El Acuerdo 56 de mayo 5 de 1913 obligaba a dar aviso al Ingeniero Municipal de la pretensión de edificar o reedificar sobre el área circunscrita por las calles de la ciudad, o en terrenos no urbanizados pero comprendidos dentro de la carretera de circunvalación señalada en el citado plano. A continuación se delimitaba la carretera de circunvalación que se iniciaba en el lugar denominado hoy Cuatro Esquinas. Tomando el oriente, bordeaba el gran parque hasta dos cuadras al norte del Cementerio de San Pedro, donde seguía hasta la parte más alta del barrio Pérez Triana. Continuaba por el frente del regimiento y seguía el ascenso hasta el límite del barrio Gerona y descendía por el sur del cerro de El Salvador hasta el Ferrocarril de Amagá.

La junta que asesoraría al Concejo a la hora de establecer las modificaciones pertinentes estaba integrada por el Ingeniero Municipal, dos representantes del Concejo, dos miembros asignados por la SMP y el personero. Tanto los gestores del proyecto como los miembros del Concejo eran conscientes de que si bien el plano intentaba garantizar las condiciones mínimas para la calidad de vida, al mismo tiempo suscitaba conflictos con los propietarios de los predios.

La adopción del plano como realidad obligó a valorar tres elementos que se presentaban en forma simultánea: lo existente como potencial de transformación, lo propuesto como abstracción y realidad del poder ser. Esta compleja tríada condicionaba los pilares que se habían erigido en 1890 como exigencias del momento: higiene, comodidad, ornato.

La atención prestada por Olano a la maqueta del Washington de L’Enfant, con sus claras perspectivas de ejes monumentales rodeados de parques y jardines, no dejó de ser una contemplación, pues solo podría entrever el proyecto de ensanche para Medellín traspasando los límites antiguos y desbordando hacia la periferia en busca de formas capaces de evidenciar la racionalización de la ciudad: la Gran Avenida Central que corre hasta el gran bosque, la Circunvalar que delimita una nueva periferia y congrega la ciudad alrededor de una nueva funcionalidad.

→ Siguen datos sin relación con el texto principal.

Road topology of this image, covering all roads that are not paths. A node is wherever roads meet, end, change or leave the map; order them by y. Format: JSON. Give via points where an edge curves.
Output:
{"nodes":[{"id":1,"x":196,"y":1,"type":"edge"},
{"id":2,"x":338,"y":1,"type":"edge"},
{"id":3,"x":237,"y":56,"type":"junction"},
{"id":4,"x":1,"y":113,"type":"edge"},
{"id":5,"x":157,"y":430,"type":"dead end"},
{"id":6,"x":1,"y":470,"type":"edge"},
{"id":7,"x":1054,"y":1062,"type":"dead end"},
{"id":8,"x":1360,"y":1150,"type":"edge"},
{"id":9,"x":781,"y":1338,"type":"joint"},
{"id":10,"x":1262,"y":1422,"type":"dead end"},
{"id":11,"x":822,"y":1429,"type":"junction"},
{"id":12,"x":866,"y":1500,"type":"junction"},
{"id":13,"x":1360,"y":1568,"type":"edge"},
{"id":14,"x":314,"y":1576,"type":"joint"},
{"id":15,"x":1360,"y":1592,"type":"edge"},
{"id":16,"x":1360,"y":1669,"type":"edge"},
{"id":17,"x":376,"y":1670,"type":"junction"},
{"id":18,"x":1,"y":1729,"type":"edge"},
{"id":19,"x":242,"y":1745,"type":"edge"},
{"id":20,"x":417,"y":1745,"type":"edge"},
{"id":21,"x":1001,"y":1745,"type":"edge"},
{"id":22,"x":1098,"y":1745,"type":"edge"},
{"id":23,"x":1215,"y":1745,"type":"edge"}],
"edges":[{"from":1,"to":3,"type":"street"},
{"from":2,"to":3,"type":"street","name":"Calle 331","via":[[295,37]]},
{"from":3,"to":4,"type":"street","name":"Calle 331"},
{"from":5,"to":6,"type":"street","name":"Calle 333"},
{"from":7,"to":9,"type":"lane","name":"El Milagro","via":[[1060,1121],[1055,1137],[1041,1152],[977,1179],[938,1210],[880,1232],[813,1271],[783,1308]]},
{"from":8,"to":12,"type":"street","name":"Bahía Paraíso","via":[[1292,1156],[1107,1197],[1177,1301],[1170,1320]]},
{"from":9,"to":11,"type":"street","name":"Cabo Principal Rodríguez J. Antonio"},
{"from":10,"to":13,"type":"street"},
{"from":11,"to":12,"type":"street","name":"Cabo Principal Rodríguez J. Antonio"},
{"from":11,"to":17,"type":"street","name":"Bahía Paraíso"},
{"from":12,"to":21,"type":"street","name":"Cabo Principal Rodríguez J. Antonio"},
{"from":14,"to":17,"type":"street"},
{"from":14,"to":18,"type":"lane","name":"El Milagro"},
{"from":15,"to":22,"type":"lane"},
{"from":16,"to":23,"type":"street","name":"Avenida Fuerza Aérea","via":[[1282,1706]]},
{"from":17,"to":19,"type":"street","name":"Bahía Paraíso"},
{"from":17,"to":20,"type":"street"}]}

Es posible marcar la vigencia y efectos del Plano de Medellín Futuro como idea de la realización de intervenciones urbanas que cambiaron la faz del Medellín de una aldea a una nueva imagen de ciudad moderna.

La información de este artículo tiene como fuente la investigación Las Transformaciones de la Estructura Urbana de Medellín, La Colonia, El ensanche y el Plano Regulador presentada y aprobada para optar al título de Doctor Arquitecto de la Escuela Técnica Superior de Arquitectura de Madrid.